Thursday, October 16, 2003

My dad's parents -- my mom's have both passed away -- are both elderly and not in good health. They still live in their home of many years, with some assistance; this has mainly been in the form of my uncle, who lives on the property as well, and the usual non-human accoutrements of old age: pills, walkers, doctor visits, etc. Recently, though, things had deteriorated to the point where our family saw no option but to hire someone to come in regularly and take care of things. We were blessed with a woman, known well by my uncle for many years, who was experienced in this area and was willing to do this work for a reasonable pay rate. This has brought some relief to our family as she has begun taking care of my grandparents in ways they simply are unable to do themselves any more. However, there is some friction between her and my grandmother, who has been the epitome of a housewife there since... I guess since before I was even born. That house is her territory, and she doesn't like some outsider coming in and doing a bunch of things some other way! Part of the need for such a change is that my grandmother, not only not capable of providing the care my mostly-bedridden grandfather needs, nor the care she herself needs, doesn't seem able to comprehend her inabilities.

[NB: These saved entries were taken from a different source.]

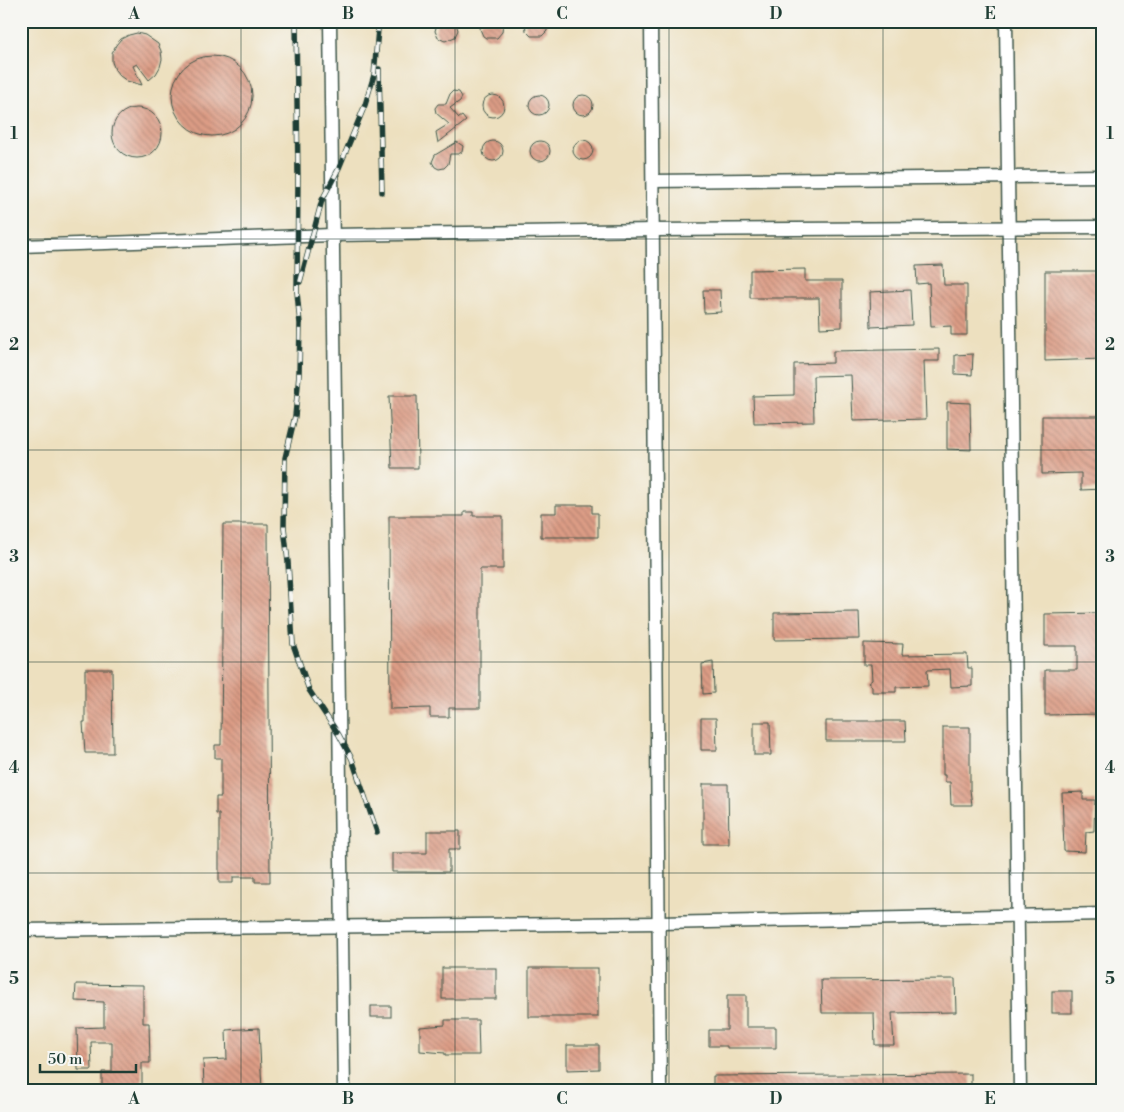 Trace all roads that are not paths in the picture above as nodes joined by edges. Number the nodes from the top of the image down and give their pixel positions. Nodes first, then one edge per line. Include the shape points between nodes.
1 (330, 21) edge
2 (652, 21) edge
3 (1006, 21) edge
4 (1103, 176) edge
5 (1008, 177) junction
6 (653, 181) junction
7 (1103, 227) edge
8 (1009, 228) junction
9 (654, 230) junction
10 (332, 235) junction
11 (21, 246) edge
12 (1103, 914) edge
13 (1018, 916) junction
14 (659, 923) junction
15 (342, 927) junction
16 (21, 930) edge
17 (344, 1091) edge
18 (660, 1091) edge
19 (1020, 1091) edge

1 - 10 lane
2 - 6 lane
3 - 5 lane
4 - 5 lane
5 - 6 lane
5 - 8 lane
6 - 9 lane
7 - 8 lane
8 - 9 lane
8 - 13 lane
9 - 10 lane
9 - 14 lane
10 - 11 lane
10 - 15 lane
12 - 13 lane
13 - 14 lane
13 - 19 lane
14 - 15 lane
14 - 18 lane
15 - 16 lane
15 - 17 lane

As I've thought about this, it's occurred to me that perhaps she would have a better sense of these things at this point in time had we been more diligent in giving her feedback along the way. As things got worse, most of us simply chose to back away from the situation, both physically (by not visiting as often as we perhaps should have) and interpersonally (by avoiding the difficult subject of breaking bad news to her). Now it's gotten so bad that outside help is needed, and my grandmother isn't ready for that change. Not having gone through this before, I don't know how usual this is. Perhaps it's got nothing to do with us. I can't help wondering, though, if we might have eased the transition somewhat by being more communicative, and keeping that communication firm and sober. Is she hearing things from a stranger, now, that she should have been hearing from her own family over the recent weeks and months?